He’s collaborated with some of the world’s best chefs. Now, Iain Robertson is taking on the top role at Yallingup’s Cape Lodge.
The WA local enjoyed cooking from a young age and began working in kitchens when he was just 14. After completing his apprenticeship in Freemantle, Robertson took on jobs in notable fine dining establishments in Perth, before working in Italy.
Robertson has collaborated with the world’s best, including Joan Roca and Peter Gilmore.
“Their innovative ideas were inspiring. I learnt a new level of attention to detail, and it reinforced that using fresh seasonal produce is the key to beautiful food,” says Robertson.
Now, the chef is bringing this attention to detail and love of seasonal produce to Cape Lodge. The 22-room boutique hotel is set on 40-acres of parkland in the renowned Margaret River Wine Region.

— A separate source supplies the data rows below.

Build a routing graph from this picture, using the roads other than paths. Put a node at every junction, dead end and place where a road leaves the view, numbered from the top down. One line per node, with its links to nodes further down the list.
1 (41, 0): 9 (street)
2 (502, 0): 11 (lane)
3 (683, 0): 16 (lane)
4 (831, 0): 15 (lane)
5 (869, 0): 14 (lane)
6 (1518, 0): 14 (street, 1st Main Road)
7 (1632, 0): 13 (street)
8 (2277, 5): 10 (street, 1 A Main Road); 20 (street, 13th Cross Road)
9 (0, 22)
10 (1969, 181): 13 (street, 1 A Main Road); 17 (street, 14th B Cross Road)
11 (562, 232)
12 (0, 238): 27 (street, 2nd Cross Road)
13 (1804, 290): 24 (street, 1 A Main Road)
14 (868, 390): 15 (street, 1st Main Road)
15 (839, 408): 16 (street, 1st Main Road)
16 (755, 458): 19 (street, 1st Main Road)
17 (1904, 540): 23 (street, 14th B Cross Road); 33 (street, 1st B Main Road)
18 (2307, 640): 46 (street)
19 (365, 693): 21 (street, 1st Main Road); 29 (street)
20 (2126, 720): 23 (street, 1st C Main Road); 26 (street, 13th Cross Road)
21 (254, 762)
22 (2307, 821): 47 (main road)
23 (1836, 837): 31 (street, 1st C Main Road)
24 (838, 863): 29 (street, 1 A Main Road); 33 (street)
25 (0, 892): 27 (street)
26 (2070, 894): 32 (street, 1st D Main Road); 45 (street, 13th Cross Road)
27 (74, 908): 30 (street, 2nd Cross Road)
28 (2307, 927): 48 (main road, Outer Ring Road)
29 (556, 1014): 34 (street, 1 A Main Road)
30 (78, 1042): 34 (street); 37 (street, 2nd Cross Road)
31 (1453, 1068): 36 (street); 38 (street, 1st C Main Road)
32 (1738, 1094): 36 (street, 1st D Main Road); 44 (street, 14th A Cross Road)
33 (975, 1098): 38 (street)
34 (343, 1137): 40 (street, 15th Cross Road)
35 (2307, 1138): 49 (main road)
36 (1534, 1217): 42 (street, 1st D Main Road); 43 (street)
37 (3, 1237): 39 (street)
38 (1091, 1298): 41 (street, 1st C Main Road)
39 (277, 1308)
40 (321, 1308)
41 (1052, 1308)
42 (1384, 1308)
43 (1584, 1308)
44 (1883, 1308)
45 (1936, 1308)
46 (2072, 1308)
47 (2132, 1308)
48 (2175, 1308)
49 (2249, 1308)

Robertson moved to the South West region 20 years ago, and he’s worked across various winery restaurants including Clairault, Xanadu, and Cullens Wineries, allowing him to become embedded in the community and deeply knowledgeable of the local produce offering.

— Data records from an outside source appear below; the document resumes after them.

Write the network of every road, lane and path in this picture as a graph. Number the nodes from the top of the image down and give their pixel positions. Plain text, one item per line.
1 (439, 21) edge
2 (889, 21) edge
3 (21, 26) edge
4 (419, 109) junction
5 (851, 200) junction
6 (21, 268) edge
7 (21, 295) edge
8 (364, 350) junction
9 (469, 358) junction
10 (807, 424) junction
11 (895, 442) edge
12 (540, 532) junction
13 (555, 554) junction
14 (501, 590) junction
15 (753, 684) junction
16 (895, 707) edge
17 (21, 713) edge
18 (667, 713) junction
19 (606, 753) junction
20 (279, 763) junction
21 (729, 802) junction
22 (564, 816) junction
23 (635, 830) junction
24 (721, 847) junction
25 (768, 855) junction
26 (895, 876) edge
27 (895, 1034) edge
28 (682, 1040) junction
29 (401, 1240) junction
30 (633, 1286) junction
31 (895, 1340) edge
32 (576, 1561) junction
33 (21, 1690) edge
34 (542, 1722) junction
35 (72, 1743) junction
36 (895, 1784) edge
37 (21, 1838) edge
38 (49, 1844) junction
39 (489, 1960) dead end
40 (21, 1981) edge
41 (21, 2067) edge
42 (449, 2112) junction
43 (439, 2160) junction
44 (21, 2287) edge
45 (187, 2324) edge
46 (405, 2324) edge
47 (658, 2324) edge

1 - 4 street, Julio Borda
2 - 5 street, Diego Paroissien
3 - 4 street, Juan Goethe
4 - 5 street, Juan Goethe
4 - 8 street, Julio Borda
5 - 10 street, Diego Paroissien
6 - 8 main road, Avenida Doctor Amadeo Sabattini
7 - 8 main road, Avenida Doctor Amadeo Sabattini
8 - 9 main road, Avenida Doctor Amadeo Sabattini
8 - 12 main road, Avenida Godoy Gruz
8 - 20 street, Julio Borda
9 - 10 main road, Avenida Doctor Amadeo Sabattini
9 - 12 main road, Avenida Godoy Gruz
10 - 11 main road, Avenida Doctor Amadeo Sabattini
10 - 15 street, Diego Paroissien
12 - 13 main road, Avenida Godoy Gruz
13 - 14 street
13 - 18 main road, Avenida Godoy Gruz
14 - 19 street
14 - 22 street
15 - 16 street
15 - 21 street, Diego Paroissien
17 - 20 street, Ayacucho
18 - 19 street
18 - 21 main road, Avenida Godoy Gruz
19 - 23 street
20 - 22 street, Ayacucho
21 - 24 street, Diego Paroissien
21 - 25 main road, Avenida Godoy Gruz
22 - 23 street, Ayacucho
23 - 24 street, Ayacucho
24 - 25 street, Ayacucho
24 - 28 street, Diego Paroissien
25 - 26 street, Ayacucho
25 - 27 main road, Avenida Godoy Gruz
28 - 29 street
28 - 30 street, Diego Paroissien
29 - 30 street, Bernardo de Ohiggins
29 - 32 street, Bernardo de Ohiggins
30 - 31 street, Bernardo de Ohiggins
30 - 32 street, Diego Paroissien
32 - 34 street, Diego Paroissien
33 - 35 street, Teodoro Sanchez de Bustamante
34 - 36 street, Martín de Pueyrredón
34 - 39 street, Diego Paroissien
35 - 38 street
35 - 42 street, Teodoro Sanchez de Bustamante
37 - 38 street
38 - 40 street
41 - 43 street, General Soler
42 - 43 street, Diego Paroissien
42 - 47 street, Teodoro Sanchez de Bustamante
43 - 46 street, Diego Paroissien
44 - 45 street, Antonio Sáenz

In December last year, the head chef role with Cape Lodge arose, and Robertson jumped on it. Cape Lodge Restaurant sources the region’s finest produce from local farms, the kitchen garden, and the nearby ocean.
“The ocean is a central focus to the South West region and features in our menu with fresh line caught fish from our local fisherman, beautiful octopus from Wedge Island and abalone from the Augusta region,” says Robertson.

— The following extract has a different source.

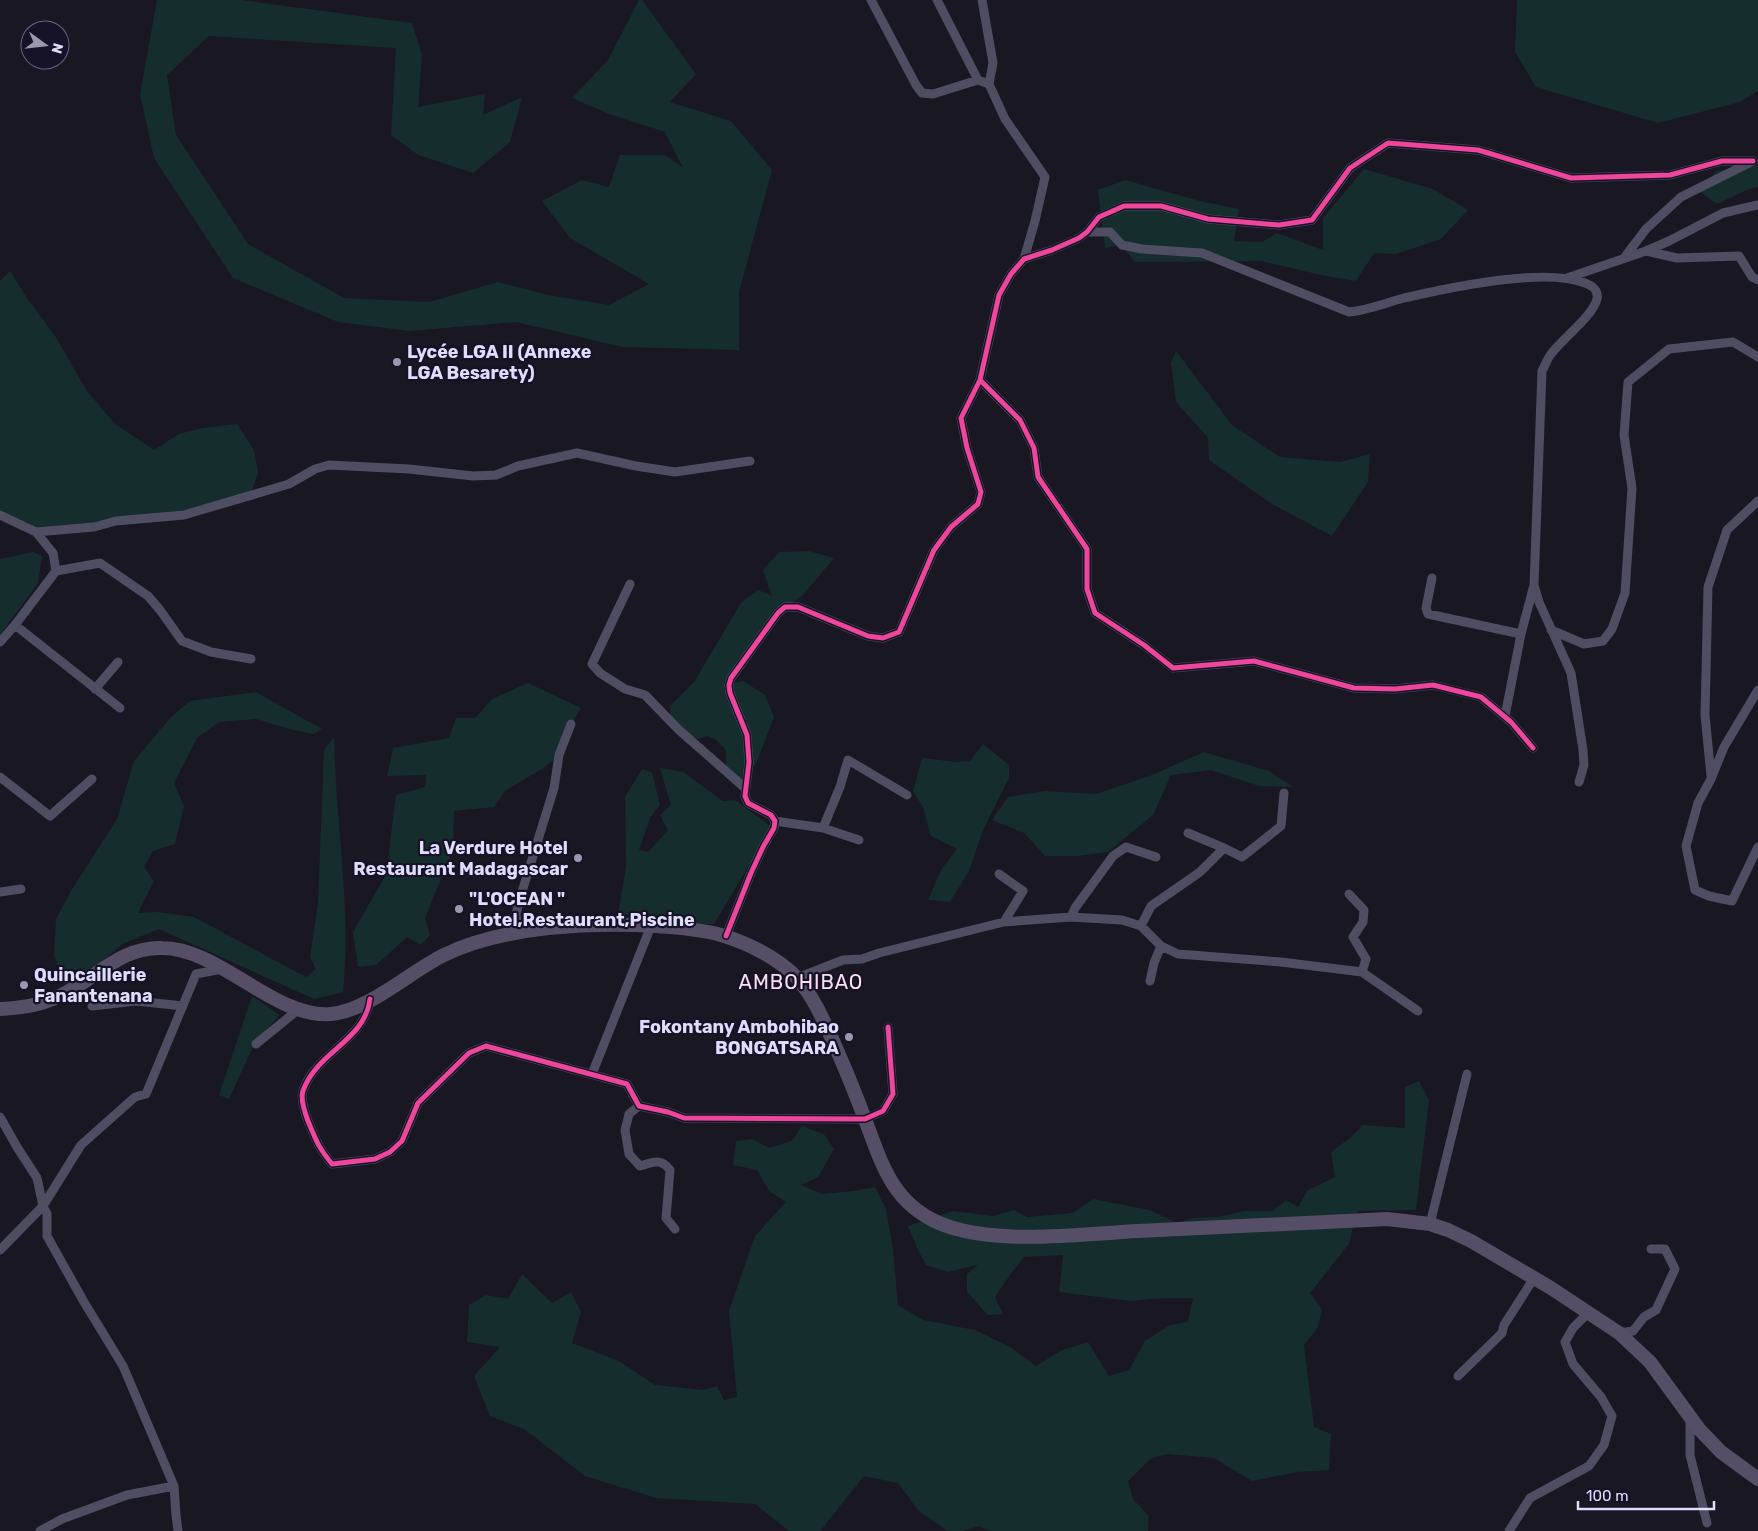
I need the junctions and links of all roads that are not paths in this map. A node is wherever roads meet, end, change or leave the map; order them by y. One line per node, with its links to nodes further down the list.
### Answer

“Our menu is seasonal, and the offerings are always changing, however currently my favourite dish is the summery Wedge Island octopus carpaccio with marigolds from the garden, lightly confit tomatoes, brushed with chamomile oil and midnight pearl potato millefeuille.”

The restaurant also features an expansive wine list from both local and worldwide producers.
“Promoting our wines from the region is always a priority and the sommelier always aims to complement and enhance the flavours of our seasonal dishes with selected wines,” says Robertson.
The chef points to the restaurant’s afternoon wine experience, which allows guests to sample four tasters with matched wines, or the five-course degustation with wine pairing as the best methods of sampling the region’s produce.
“I feel incredibly spoiled living in the South West region with its pristine coastline, unbelievable surf and being surrounded by forests and wineries. Furthermore, being able to work in a beautiful establishment such as Cape Lodge utilising the local produce the region has to offer is a privilege,” says the chef.
Fiveight Head of Hospitality Alan Ford said Robertson’s leadership will propel the estate’s culinary vision.
“With Roberston at the helm, we aim to create an unforgettable dining experience that speaks to both the heritage of this incredible region and the innovation that defines modern Australian cuisine. His expertise, creativity, and deep respect for local produce align perfectly with our culinary vision. We’re excited to see how he elevates the dining experience for our guests.”